Court of Federal Claims Disagrees with GAO on Application of VA’s Veterans’ Preference Contracting Program
The Veterans Benefits, Health Care, and Information Technology Act of 2006, codified at 38 U.S.C. §§ 8127-28 requires the Administrator of the Department of Veterans’ Affairs (VA) to establish goals for awarding contracts to veteran owned small businesses (VOSB) and service disabled veteran owned small businesses (SDVOSB). To accomplish this, the Act requires VA contracting officers to conduct market research to determine if there is a reasonable likelihood that two or more responsible VOSBs or SDVOSBs can perform a requirement at a fair and reasonable price. In other words, the familiar rule of two applies to VA procurements in this regard. Further, the Act establishes an order of preference for award of contracts to small businesses as follows:
• Awards to SDVOSBs
• Awards to VOSBs
• Awards to 8(a) concerns or HUBZone small business concerns
• Awards to any other small business.
In addition, to qualify for the preference, SDVOSBs and VOSBs must be registered in a database of qualified small business concerns maintained by the VA.
For several years, there has been a dispute between the VA and Government Accountability Office (GAO) over the application of the Act and its contracting preferences in regard to orders issued under the Federal Supply Schedules (FSS) maintained by the General Services Administration (GSA).

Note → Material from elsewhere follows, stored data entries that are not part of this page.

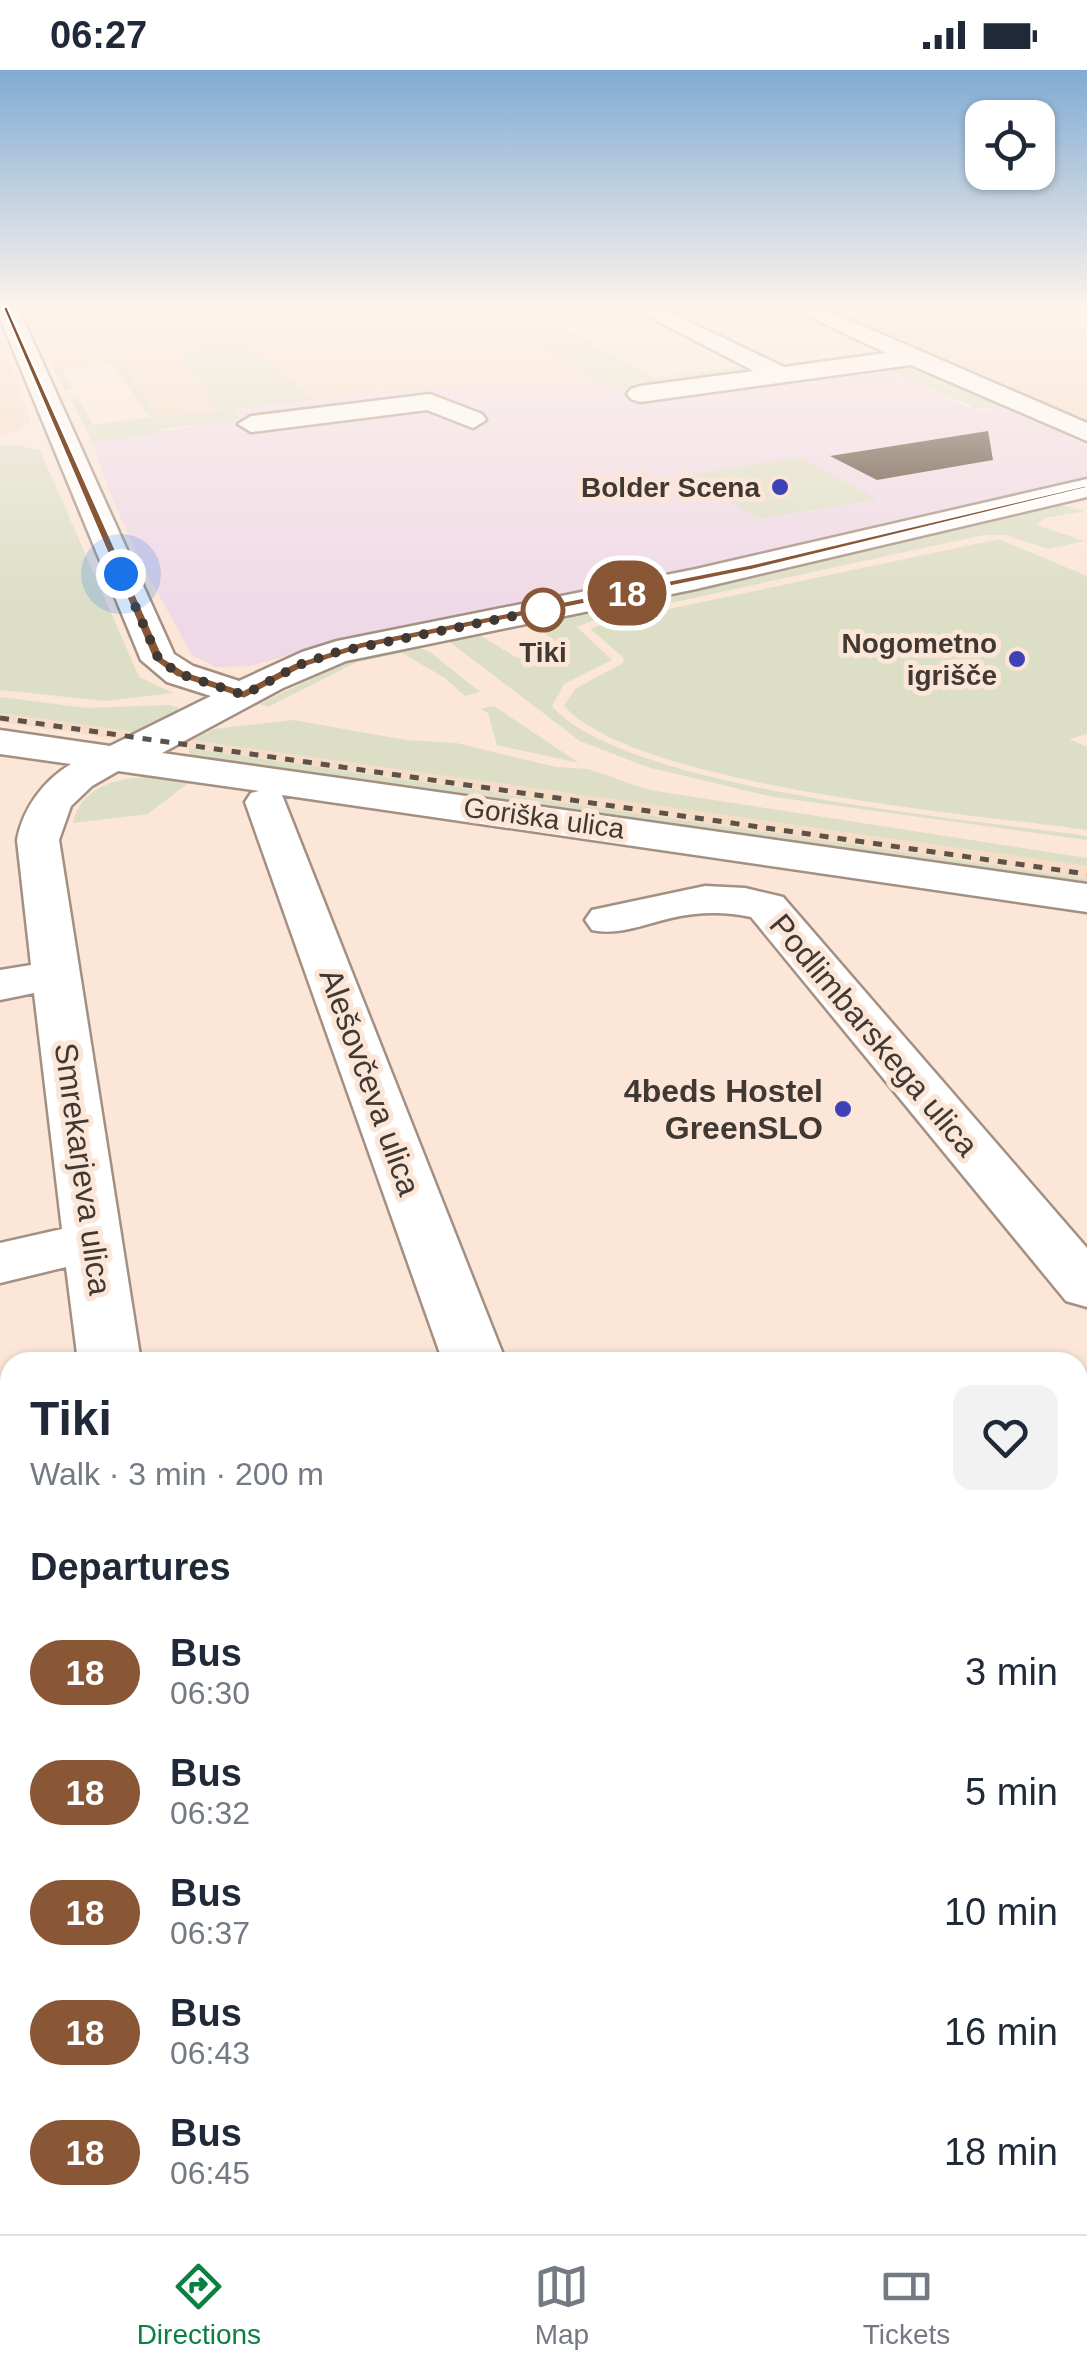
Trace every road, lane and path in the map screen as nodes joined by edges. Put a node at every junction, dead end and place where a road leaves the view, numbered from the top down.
1 (51, 409) edge
2 (373, 409) edge
3 (447, 409) edge
4 (1032, 409) edge
5 (473, 420) dead end
6 (251, 424) dead end
7 (1087, 433) edge
8 (1080, 495) edge
9 (244, 695) junction
10 (0, 742) edge
11 (114, 759) junction
12 (266, 802) dead end
13 (1087, 898) edge
14 (608, 920) dead end
15 (57, 975) junction
16 (0, 985) edge
17 (93, 1241) junction
18 (0, 1262) edge
19 (1087, 1287) edge
20 (109, 1352) edge
21 (470, 1352) edge

1 - 9 street
2 - 6 street
3 - 5 street
4 - 7 street
8 - 9 street, Smrekarjeva ulica
9 - 11 street, Smrekarjeva ulica
10 - 11 street, Goriška ulica
11 - 13 street, Goriška ulica
11 - 15 street, Smrekarjeva ulica
12 - 21 street, Alešovčeva ulica
14 - 19 street, Podlimbarskega ulica
15 - 16 street
15 - 17 street, Smrekarjeva ulica
17 - 18 street
17 - 20 street, Smrekarjeva ulica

The VA has maintained that it does not have to determine if the rule of two applies before it can issue orders against the FSS. However, in several bid protest decisions, the GAO has held that the rule of two does apply to such actions and that the VA must determine that there are not two potential qualified VOSB or SDVOSB offerors before using the FSS to satisfy a requirement. VA has consistently refused to follow the GAO recommendations in these decisions.
In Kingdomware Technologies, Inc. v. U.S., COFC No. 12-173C (November 27, 2012), the Court of Federal Claims (COFC) was asked to address this issue. Kingdomware is a qualified SDVOSB but is not a GSA Schedule holder. It had filed a bid protest with GAO challenging the issuance of an order under the FSS by the VA. In its protest, Kingdomware alleged that the VA did not follow the rule of two as required by the Act. The GAO agreed with Kingdomware and recommended that the VA do so. The VA refused and Kingdomware filed suit in the COFC.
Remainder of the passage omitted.